A tensão entre Lívia e Xênia é palpável — cada olhar, cada toque carrega um peso de traição e desejo. A cena da cama não é só sobre sexo, é sobre controle, vingança e poder. Quando Xênia revela o acordo com a Sra. Becker, o chão some sob os pés de Lívia. Minha Luna acerta ao mostrar que o amor pode ser uma arma tão letal quanto uma faca.
Eu esperava um beijo, mas veio uma confissão. Xênia não quer matar Lívia — quer vê-la sofrer. E isso dói mais. A forma como ela segura o pescoço dela, quase carinhosa, quase cruel… Minha Luna sabe brincar com a linha entre amor e ódio. E nós, espectadores, ficamos presos nessa teia sem querer sair.
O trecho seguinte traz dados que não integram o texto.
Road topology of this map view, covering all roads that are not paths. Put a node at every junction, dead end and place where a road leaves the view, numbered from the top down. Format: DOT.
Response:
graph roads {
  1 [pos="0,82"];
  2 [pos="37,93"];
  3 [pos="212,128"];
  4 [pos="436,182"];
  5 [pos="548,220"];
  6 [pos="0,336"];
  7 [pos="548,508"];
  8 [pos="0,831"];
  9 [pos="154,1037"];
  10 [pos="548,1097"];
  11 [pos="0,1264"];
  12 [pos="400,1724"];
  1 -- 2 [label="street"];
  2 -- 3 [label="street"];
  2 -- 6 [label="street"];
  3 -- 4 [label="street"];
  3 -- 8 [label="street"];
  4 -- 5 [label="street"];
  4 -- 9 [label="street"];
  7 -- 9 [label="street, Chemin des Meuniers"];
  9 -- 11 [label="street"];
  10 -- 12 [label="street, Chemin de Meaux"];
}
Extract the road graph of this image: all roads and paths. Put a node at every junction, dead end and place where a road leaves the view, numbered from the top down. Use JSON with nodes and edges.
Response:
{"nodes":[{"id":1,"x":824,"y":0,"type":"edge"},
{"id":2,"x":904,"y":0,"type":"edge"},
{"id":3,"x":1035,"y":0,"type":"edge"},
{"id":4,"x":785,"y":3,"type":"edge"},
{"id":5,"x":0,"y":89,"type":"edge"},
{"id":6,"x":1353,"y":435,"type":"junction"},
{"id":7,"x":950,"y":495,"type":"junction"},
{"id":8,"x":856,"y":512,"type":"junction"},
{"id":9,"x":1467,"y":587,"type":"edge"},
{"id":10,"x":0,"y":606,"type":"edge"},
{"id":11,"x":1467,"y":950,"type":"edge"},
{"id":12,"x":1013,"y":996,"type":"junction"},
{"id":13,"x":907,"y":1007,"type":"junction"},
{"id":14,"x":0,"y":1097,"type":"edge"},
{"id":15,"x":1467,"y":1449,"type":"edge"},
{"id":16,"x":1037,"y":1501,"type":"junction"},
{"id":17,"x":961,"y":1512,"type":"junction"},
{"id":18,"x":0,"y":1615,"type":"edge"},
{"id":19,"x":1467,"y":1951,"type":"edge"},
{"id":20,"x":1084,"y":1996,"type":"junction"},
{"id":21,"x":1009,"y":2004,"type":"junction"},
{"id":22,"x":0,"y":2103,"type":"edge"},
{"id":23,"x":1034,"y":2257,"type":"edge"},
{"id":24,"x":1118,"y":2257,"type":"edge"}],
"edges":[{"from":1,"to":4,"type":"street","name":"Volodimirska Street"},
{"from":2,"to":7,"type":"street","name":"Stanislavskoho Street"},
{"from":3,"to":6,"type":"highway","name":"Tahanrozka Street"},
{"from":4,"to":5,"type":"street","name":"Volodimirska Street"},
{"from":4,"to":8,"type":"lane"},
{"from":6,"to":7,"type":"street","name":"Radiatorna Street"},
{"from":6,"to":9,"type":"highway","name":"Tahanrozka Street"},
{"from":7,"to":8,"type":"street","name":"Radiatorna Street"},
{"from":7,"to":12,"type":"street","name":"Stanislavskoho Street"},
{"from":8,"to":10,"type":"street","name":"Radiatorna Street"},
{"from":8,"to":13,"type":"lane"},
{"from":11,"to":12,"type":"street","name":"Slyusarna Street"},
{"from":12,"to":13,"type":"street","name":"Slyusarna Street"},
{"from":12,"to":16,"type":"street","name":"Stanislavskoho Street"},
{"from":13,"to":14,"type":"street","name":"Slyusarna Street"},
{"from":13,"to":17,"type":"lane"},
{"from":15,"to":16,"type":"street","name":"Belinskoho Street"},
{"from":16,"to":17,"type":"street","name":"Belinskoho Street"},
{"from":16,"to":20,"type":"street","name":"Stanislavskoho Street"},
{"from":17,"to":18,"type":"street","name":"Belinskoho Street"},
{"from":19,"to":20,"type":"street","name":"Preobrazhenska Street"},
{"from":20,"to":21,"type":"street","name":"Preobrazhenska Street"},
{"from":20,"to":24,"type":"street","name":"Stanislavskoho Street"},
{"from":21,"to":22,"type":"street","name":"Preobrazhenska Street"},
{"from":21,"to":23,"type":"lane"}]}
Será que Xênia realmente odeia Lívia? Ou será que tudo isso é um grito de dor disfarçado de vingança? Ela diz 'não quero que você morra', mas quer que viva sofrendo. Isso não é ódio — é amor ferido. Minha Luna nos faz questionar quem está certo, quem está errado… e no fim, talvez ninguém esteja.
Tudo foi planejado. Desde o início. Xênia não apareceu por acaso — ela foi entregue. E Lívia, ingênua, caiu como uma fruta madura. A cena em que ela pergunta 'foi uma armadilha de vocês?' é o clímax da desilusão. Minha Luna nos lembra: às vezes, o maior inimigo não é quem te ataca, mas quem te abraça antes de te derrubar.
'Não machuque ela, por favor.' Essa frase me quebrou. Lívia, mesmo traída, ainda pensa em proteger alguém. Isso mostra sua essência — pura, frágil, humana. Xênia, por outro lado, usa essa fraqueza como arma. Minha Luna explora essa dinâmica com maestria: quem ama demais acaba se perdendo… e quem odeia demais, também.
Há momentos em Minha Luna onde o silêncio diz mais que mil palavras. Quando Xênia segura o pescoço de Lívia e não fala nada… o ar fica pesado. Você sente o medo, a raiva, a tristeza. Não precisa de diálogo. Só precisa de olhos, de respiração, de toque. É cinema puro. É drama cru. É real.
'Fiz um acordo com ela.' Três palavras que mudam tudo. Xênia não agiu sozinha — houve conluio, negociação, troca. Lívia foi moeda de barganha. E o pior? A Sra. Becker não hesitou. Minha Luna nos mostra que no mundo dos poderosos, pessoas são peças. E o coração? Apenas um detalhe inconveniente.
'Sem vergonha.' Essa acusação ecoa como um tapa. Mas quem é realmente sem vergonha? Xênia, que usa o corpo e a emoção como armas? Ou Lívia, que se entrega mesmo sabendo do risco? Minha Luna não julga — apenas expõe. E nós, espectadores, somos obrigados a escolher lados… mesmo sem saber qual é o certo.
Xênia não quer a morte de Lívia — quer sua agonia lenta. 'Quero que você viva sofrendo.' Isso é mais cruel que qualquer assassinato. Porque a morte liberta. O sofrimento aprisiona. Minha Luna entende isso profundamente. E nos faz refletir: qual é o verdadeiro castigo? A extinção… ou a existência dolorosa?
'Tá doendo, irmã Xênia?' Essa pergunta é um soco no estômago. Xênia não está bem — ela está fragmentada. Sua crueldade é sintoma, não causa. Minha Luna nos convida a olhar além da superfície. Por trás da vilã, há uma mulher ferida. E talvez, só talvez, a verdadeira tragédia não seja a traição… mas a incapacidade de perdoar.